Studies in Africa have shown that a bicycle can increase a family's income. The average pay for a teacher in Malawi is less than $150 a month, and when the teachers have paid off their bikes, Nickel hopes to invest that money in additional bikes for students. His club also wants to extend the project to additional schools. "Malawi is a long-term commitment for the club," he says.

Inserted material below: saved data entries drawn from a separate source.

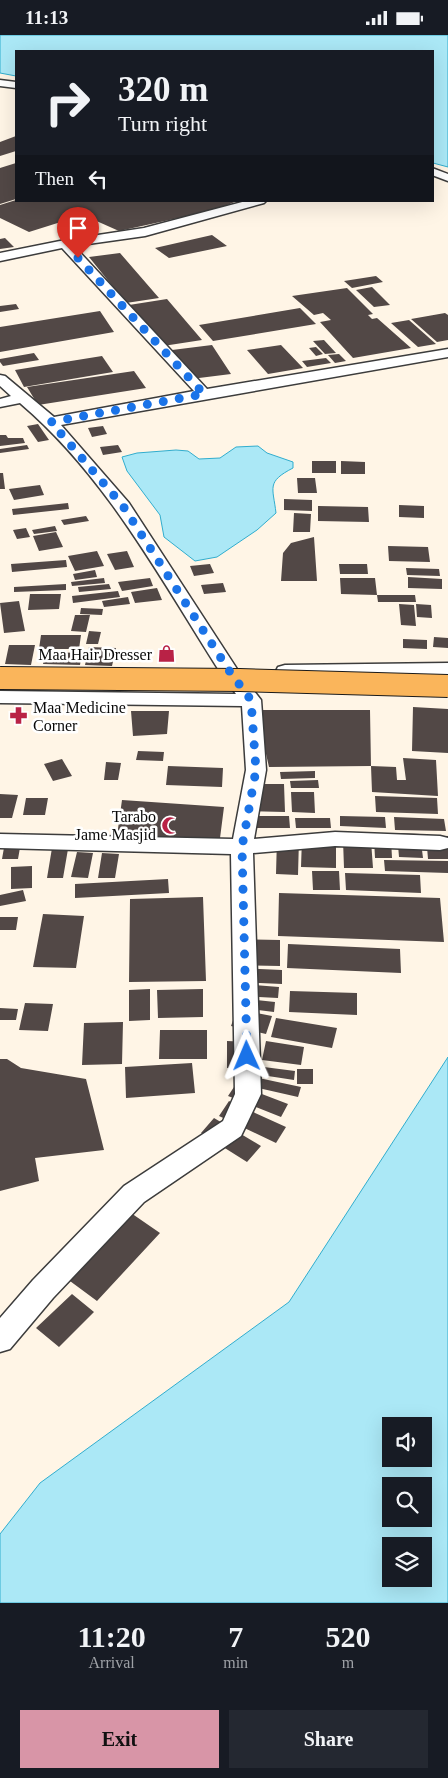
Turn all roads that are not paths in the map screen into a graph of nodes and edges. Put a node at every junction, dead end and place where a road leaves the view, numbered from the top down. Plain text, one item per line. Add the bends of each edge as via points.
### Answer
1 (0, 83) edge
2 (15, 85) edge
3 (434, 172) edge
4 (448, 178) edge
5 (256, 202) edge
6 (65, 244) junction
7 (0, 257) edge
8 (448, 353) edge
9 (0, 379) edge
10 (204, 394) junction
11 (23, 399) junction
12 (0, 403) edge
13 (51, 422) junction
14 (448, 669) edge
15 (230, 672) junction
16 (0, 678) edge
17 (448, 685) edge
18 (0, 697) edge
19 (251, 700) junction
20 (0, 841) edge
21 (440, 843) dead end
22 (242, 847) junction
23 (0, 1339) edge

1 - 2 street
3 - 4 street
5 - 6 street via 144,232
6 - 7 street
6 - 10 street
8 - 10 street
9 - 11 street
10 - 13 street
11 - 12 street
11 - 13 street
13 - 15 street via 123,506
14 - 15 street
15 - 19 street
16 - 17 main road, bridge
18 - 19 street
19 - 22 street via 256,770
20 - 22 street
21 - 22 street via 335,839
22 - 23 street via 248,1094 232,1128 134,1194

Requests for bicycles also come up frequently in the U.S. when Rotary clubs work with families in need. For several years, Rotary clubs in Pasadena, San Marino, and Altadena, California, worked with the Salvation Army to distribute bicycles to families. After receiving the bikes from the manufacturer Huffy at cost, the clubs gave away more than 1,200 bikes, along with helmets and locks, from 2015 through 2020. "The biggest day for us was always the assembly day," says Colleen Carey, a member of the Pasadena club who was co-chair of the project. "We needed at least 50 people to put the bikes together, and between the clubs, we usually managed to come up with enough manpower. The lines of parents stretched around the block. The smiles and the excitement of the children made it worthwhile. Also, a bike gives them freedom and exercise."

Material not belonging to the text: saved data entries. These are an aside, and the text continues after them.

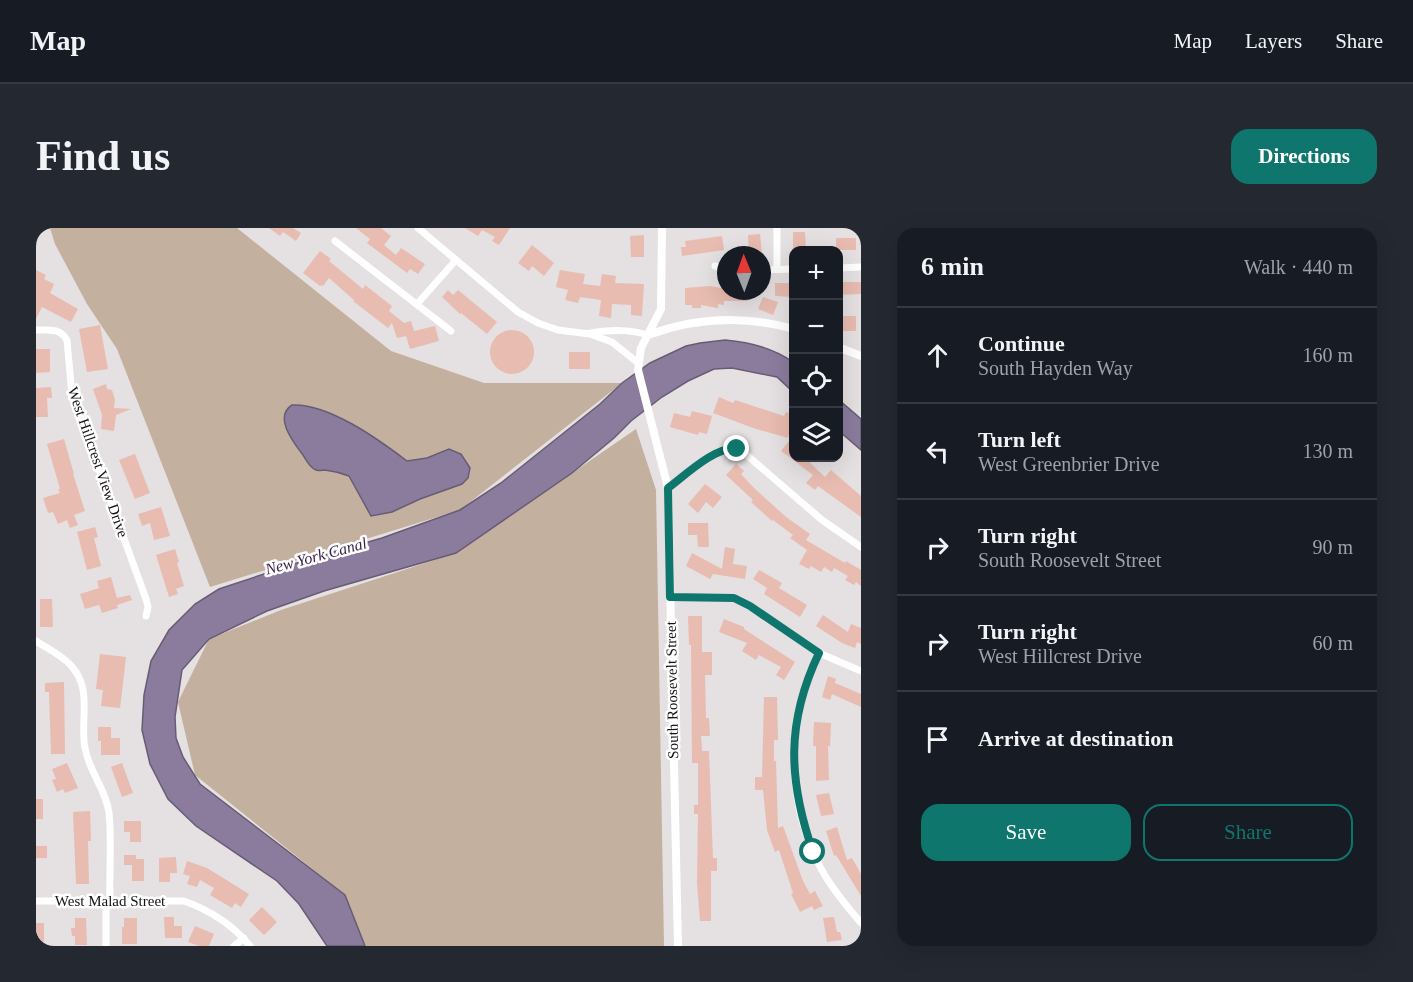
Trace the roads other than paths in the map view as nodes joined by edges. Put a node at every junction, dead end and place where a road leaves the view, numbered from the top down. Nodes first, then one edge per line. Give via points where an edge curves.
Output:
1 (418, 228) edge
2 (662, 228) edge
3 (777, 228) edge
4 (335, 241) dead end
5 (456, 260) junction
6 (861, 267) edge
7 (843, 268) edge
8 (771, 269) edge
9 (777, 269) junction
10 (789, 269) edge
11 (417, 304) junction
12 (789, 328) edge
13 (36, 330) edge
14 (451, 331) dead end
15 (590, 334) junction
16 (648, 335) junction
17 (843, 349) edge
18 (861, 356) edge
19 (638, 366) junction
20 (668, 488) junction
21 (861, 546) edge
22 (670, 597) junction
23 (146, 616) dead end
24 (36, 641) edge
25 (819, 653) junction
26 (861, 671) edge
27 (110, 900) junction
28 (36, 901) edge
29 (861, 923) edge
30 (243, 938) junction
31 (106, 946) edge
32 (234, 946) edge
33 (250, 946) edge
34 (678, 946) edge

1 - 5 street
2 - 16 street via 661,309
3 - 9 street
4 - 11 street
5 - 11 street
5 - 15 street via 518,312 558,330
6 - 7 street
8 - 9 street
9 - 10 street
11 - 14 street
12 - 16 street via 727,319 665,328
13 - 23 street, West Hillcrest View Drive via 58,331 67,340 72,396 146,599
15 - 16 street via 609,330
15 - 19 street via 612,342
16 - 19 street
17 - 18 street
19 - 20 street, South Roosevelt Street
20 - 21 street via 719,451 737,449 822,520
20 - 22 street, South Roosevelt Street
22 - 25 street via 734,598
22 - 34 street, South Roosevelt Street
24 - 27 street via 77,672 84,694 84,746 109,813
25 - 26 street
25 - 29 street via 807,678 796,727 796,794 813,852 827,879
27 - 28 street, West Malad Street
27 - 30 street, West Malad Street via 184,901 202,907
27 - 31 street via 106,910
30 - 32 street
30 - 33 street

Some Rotary members even found their way to their local clubs through bicycle programs. Among them was Kathryn Armstrong, an operations director in Chicago. She learned about a volunteer event at a Chicago nonprofit called Working Bikes that ships bikes overseas, primarily to countries in Central America and Africa, including Malawi. She showed up with her husband and wondered why almost everybody at the event was a Rotary member. The group spent that cold, rainy morning putting donated bikes together for shipment. Armstrong enjoyed the experience so much that she became a Rotary member and serves as president-elect of the Rotary Club of Chicago Cosmopolitan. She has not missed a Working Bikes volunteer day since.
"This is what I believe in and what Rotary stands for: service, empowerment, and self-determination. By getting somebody a bike, it helps them get around," Armstrong says. "It's such a useful tool that can serve them for a really long time."
Nickel shares a similar sentiment. "The leverage you gain through the association with Rotary is invaluable," he says. "I mean, our club has about 70 people, and these 70 people implemented a $45,000 bicycle project with just our connections through the club, and we'll do it again. It really feels like you're making a big difference. It's very rewarding, and that's an important message."
In Colombia, Mariangel Romero and her family are making big plans. "We look forward to enjoying a different way of life," she says. "My dream is to go to the United States, study music, dance, and guitar. Since I was little, I have loved singing. I still sing during church and hope to sing in public one day." And the benefits of having a bike extend beyond just Mariangel and her education. Her father, Jorge, says: "Now, with the bicycle, she is able to cycle on her own, and I can use the morning hours to find a job and work. We believe in her. She will make it."